[Saved data entries]

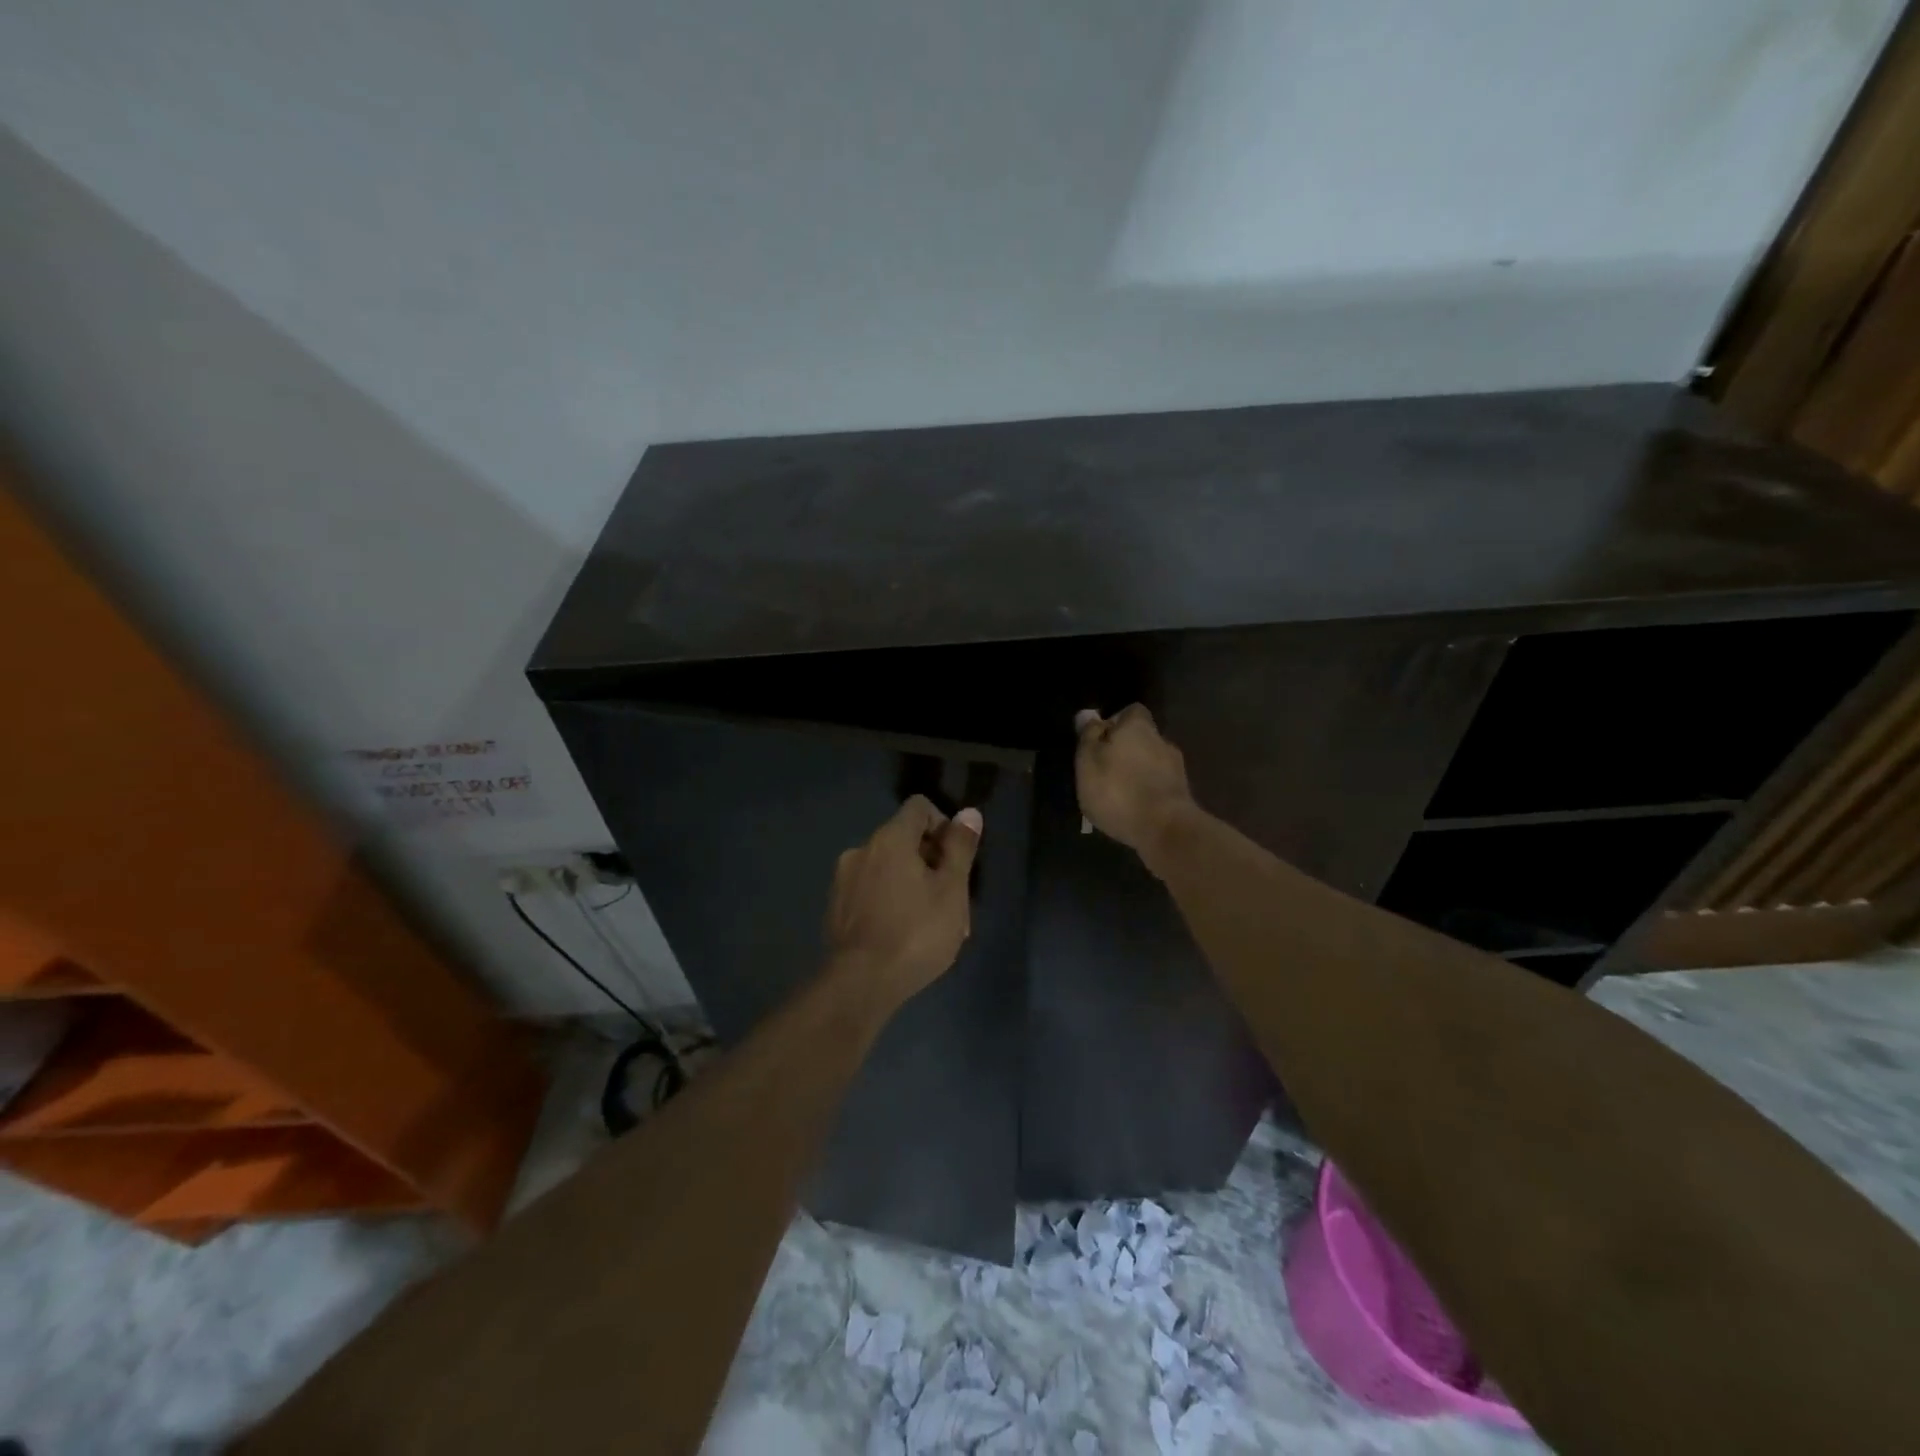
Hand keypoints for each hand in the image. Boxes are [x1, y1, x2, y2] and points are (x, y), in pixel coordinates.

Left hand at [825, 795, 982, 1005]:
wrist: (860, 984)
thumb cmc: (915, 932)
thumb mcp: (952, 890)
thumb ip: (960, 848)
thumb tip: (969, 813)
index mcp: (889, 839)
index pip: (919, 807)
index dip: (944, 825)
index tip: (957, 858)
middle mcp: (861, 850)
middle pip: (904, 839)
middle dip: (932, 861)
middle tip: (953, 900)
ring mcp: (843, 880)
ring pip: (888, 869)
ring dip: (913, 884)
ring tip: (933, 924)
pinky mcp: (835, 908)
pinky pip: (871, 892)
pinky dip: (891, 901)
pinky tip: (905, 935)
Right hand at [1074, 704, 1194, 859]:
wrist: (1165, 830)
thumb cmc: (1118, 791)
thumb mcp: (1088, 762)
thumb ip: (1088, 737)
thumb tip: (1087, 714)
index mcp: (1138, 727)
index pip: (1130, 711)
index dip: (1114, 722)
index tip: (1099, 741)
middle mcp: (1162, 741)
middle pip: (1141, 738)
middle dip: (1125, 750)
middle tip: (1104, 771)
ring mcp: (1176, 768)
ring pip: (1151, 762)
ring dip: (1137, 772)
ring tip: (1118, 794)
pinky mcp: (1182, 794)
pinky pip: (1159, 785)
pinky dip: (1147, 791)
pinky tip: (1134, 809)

**To do**
Retype exactly the lines from the one containing "thumb tip: (1087, 714)" through the end of the data. Add nothing.

**Response**
thumb tip: (1087, 714)
index mcp: (1138, 727)
index pip: (1130, 711)
index dip: (1114, 722)
index tip: (1099, 741)
middle mcp: (1162, 741)
middle pip: (1141, 738)
middle dip: (1125, 750)
middle tip: (1104, 771)
ring mcp: (1176, 768)
ring pip: (1151, 762)
ring dip: (1137, 772)
ring tip: (1118, 794)
pinky mcp: (1182, 794)
pinky pip: (1159, 785)
pinky dip: (1147, 791)
pinky tip: (1134, 809)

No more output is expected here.